= George Rédei =

Hungarian biologist

George P. Rédei (June 14, 1921 – November 10, 2008) was a Hungarian plant biologist, professor, author and member of the Hungarian Academy of Sciences.

== Biography ==
George Rédei was born June 14, 1921, in Vienna, Austria, to Kalman and Margit Rédei. He lived in Hungary, where he finished his formal education, until 1956. He and his wife, Magdolna, moved to Columbia, Missouri in 1957. He began teaching at the University of Missouri (MU) that year.

At MU, Rédei researched the genetics and biology of Arabidopsis thaliana, a small mustard plant. He was the only person in the United States to work with the plant for about 20 years, having begun working with Arabidopsis in 1957 using seeds he had brought with him from Europe. As of 2008, about 16,000 laboratories worldwide were pursuing research with Arabidopsis using his methods. Rédei used radiation to create mutant collections that were instrumental in the first Arabidopsis genetic experiments. The importance of Arabidopsis as a model system for plant genetics was not immediately appreciated; Rédei recalled that in 1969, "the NSF program director informed me I had to quit Arabidopsis if I wanted to continue to get support". Rédei's efforts later attracted the attention of Maarten Koornneef, who began studying Arabidopsis while at the Wageningen Agricultural University in the Netherlands in 1976. Koornneef ultimately constructed a detailed genetic map, further facilitating Arabidopsis genetic research. In an article in Science published in 2000 when the Arabidopsis genome sequence was first reported, Robert Pruitt (molecular geneticist at Purdue University in West Lafayette, Indiana) stated "[Rédei and Koornneef] were the guys that kept the torch burning [for Arabidopsis] during the dark ages."

Rédei conducted his research in a Curtis Hall office, which had been designed and occupied by Barbara McClintock, who won the Nobel Prize in Physiology or Medicine in 1983.

Rédei published approximately 250 papers, notes, letters, book chapters and books.
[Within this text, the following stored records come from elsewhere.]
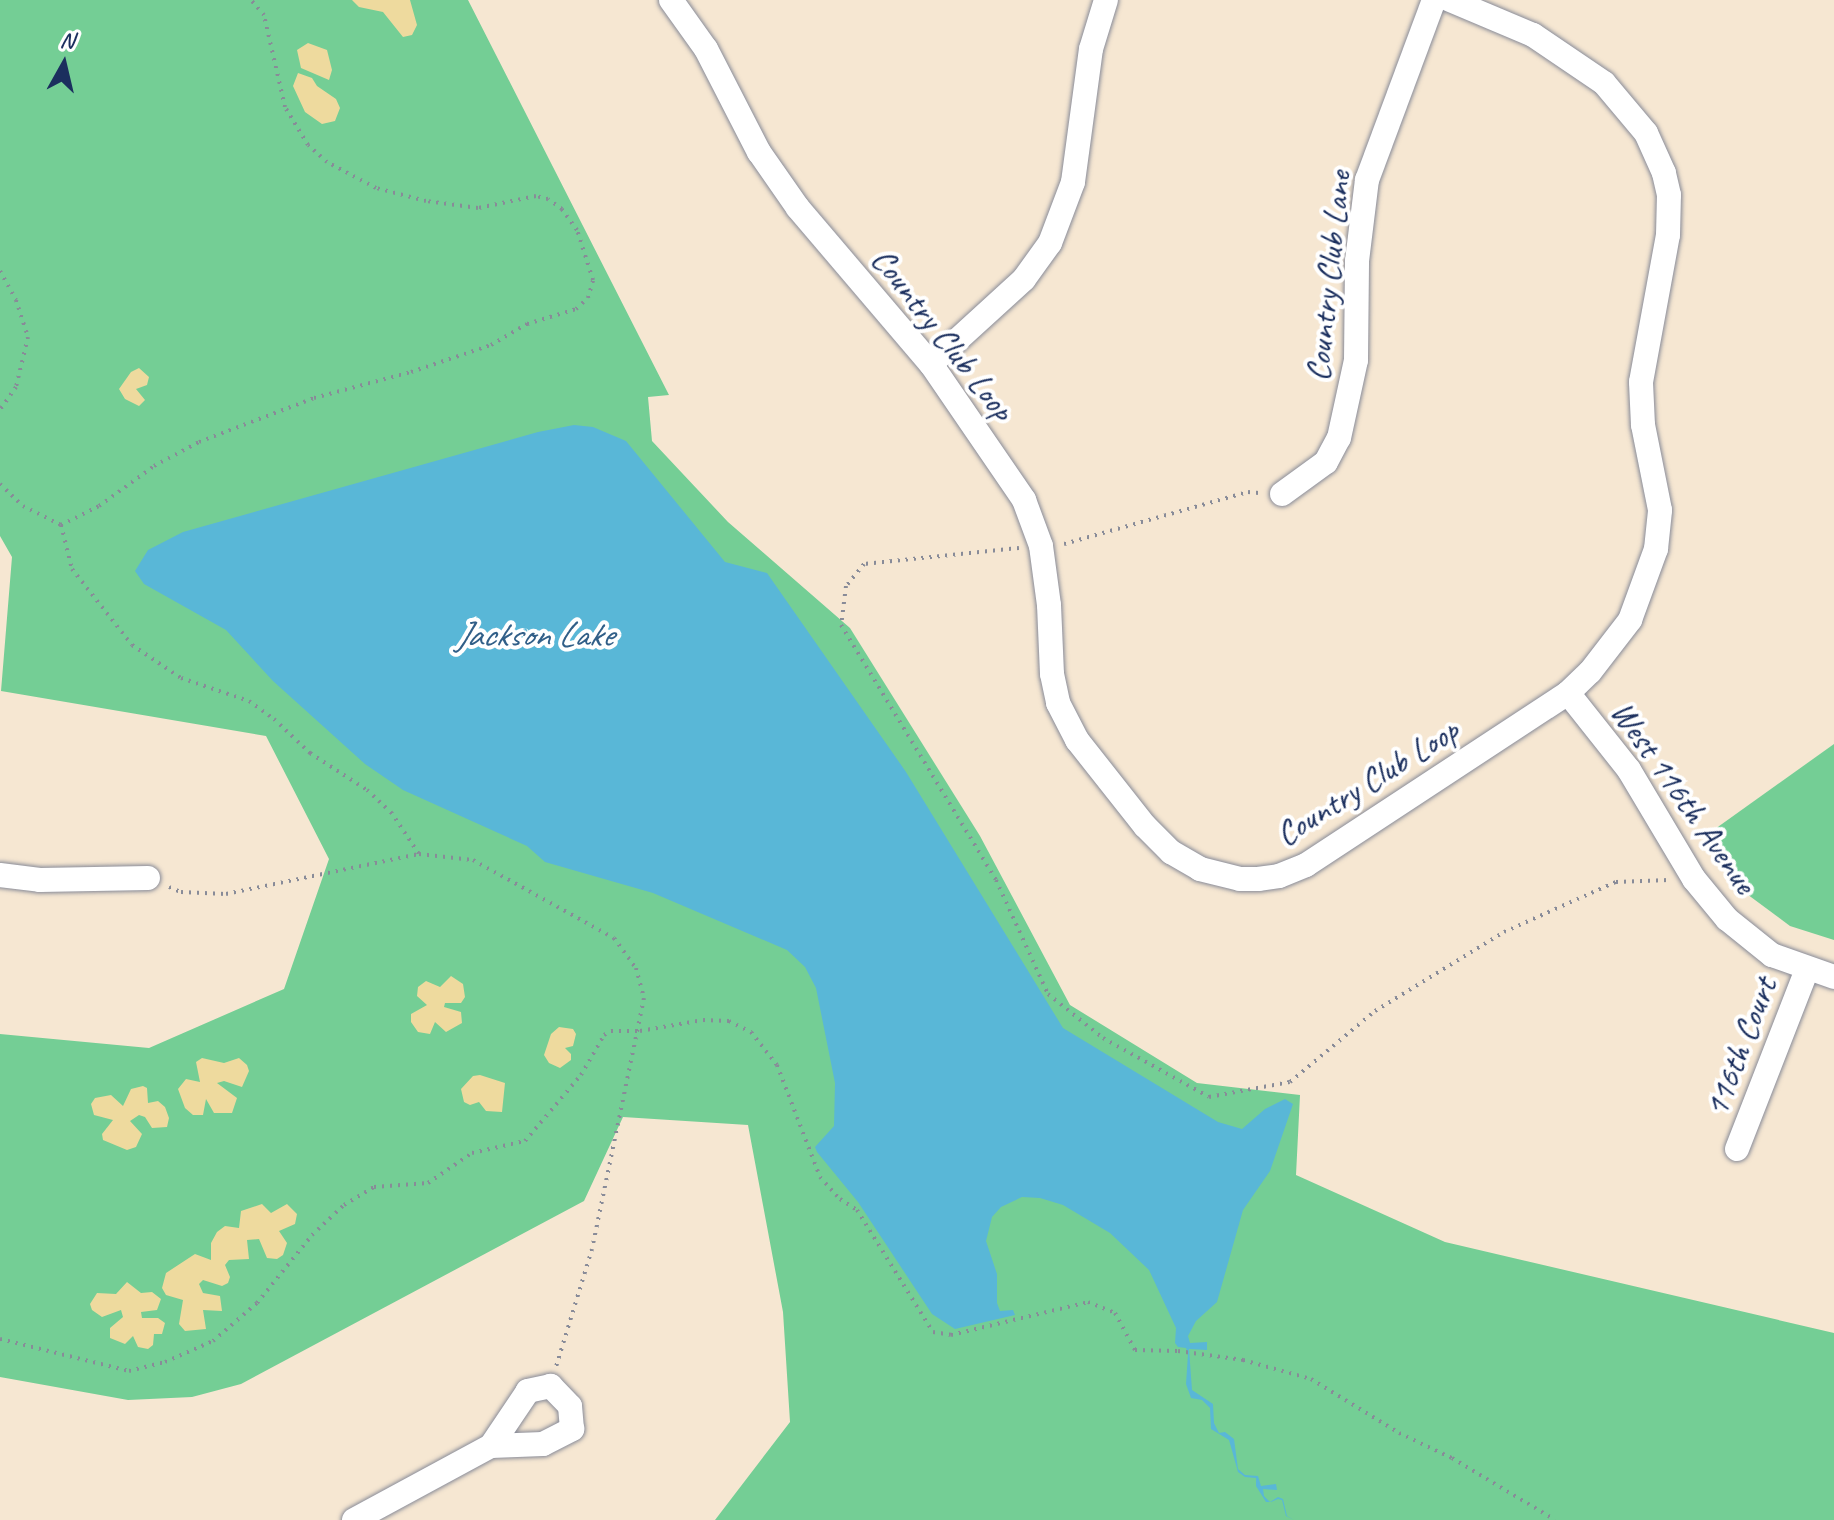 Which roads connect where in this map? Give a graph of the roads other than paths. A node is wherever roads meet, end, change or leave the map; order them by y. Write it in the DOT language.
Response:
graph roads {
  1 [pos="671,0"];
  2 [pos="1106,0"];
  3 [pos="1434,0"];
  4 [pos="1450,0"];
  5 [pos="931,364"];
  6 [pos="1282,494"];
  7 [pos="1568,693"];
  8 [pos="0,875"];
  9 [pos="148,878"];
  10 [pos="1807,969"];
  11 [pos="1834,977"];
  12 [pos="1737,1149"];
  13 [pos="491,1446"];
  14 [pos="354,1520"];
  1 -- 5 [label="street, Country Club Loop"];
  2 -- 5 [label="street"];
  3 -- 6 [label="street, Country Club Lane"];
  4 -- 7 [label="street, Country Club Loop"];
  5 -- 7 [label="street, Country Club Loop"];
  7 -- 10 [label="street, West 116th Avenue"];
  8 -- 9 [label="street"];
  10 -- 11 [label="street, West 116th Avenue"];
  10 -- 12 [label="street, 116th Court"];
  13 -- 13 [label="street"];
  13 -- 14 [label="street"];
} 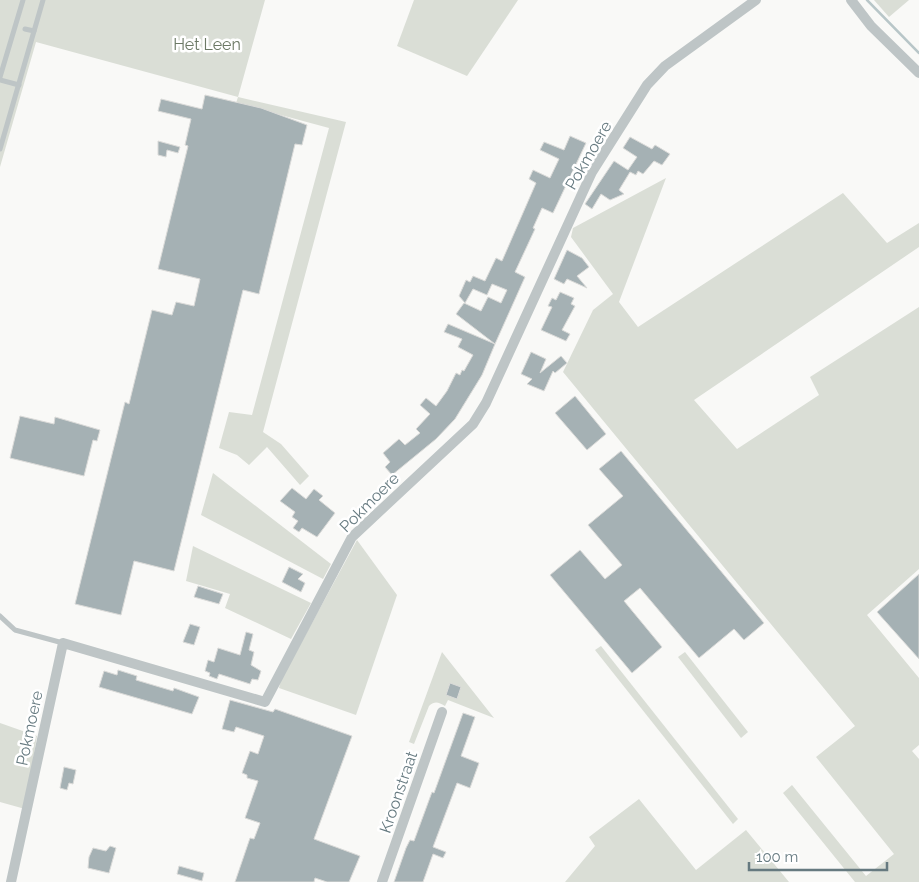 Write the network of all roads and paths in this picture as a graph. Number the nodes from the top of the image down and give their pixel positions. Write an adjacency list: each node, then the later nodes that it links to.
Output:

His work appeared in journals including Science, Nature, Proceedings of the National Academy of Sciences of the United States of America, the EMBO Journal, Genes and Development, Molecular and General Genetics, Biochemical Genetics, and Annual Review of Genetics.

Rédei remained at MU until he retired in 1991, but continued teaching as a professor emeritus. He was a visiting professor at the Max-Planck-Institut in Cologne, Germany, and he taught for four years at the Eötvös Loránd University of Basic Sciences in Budapest, Hungary. Rédei was also a member of the Hungarian Academy of Sciences.

After he retired, Rédei continued to publish. His works include the Encyclopedic Dictionary of Genetics, Genomics and Proteomics, a Genetics Manual and a two-volume body of work titled the Encyclopedia of Genetics, Genomics, Proteomics, and Informatics.

In 2004, MU dedicated the Plant Growth Facilities section of the Christopher S. Bond Life Sciences Center to Rédei.

Rédei died on November 10, 2008, in Nashville, Tennessee at the age of 87. He had one daughter, Mari Rédei Tenkhoff, and three granddaughters.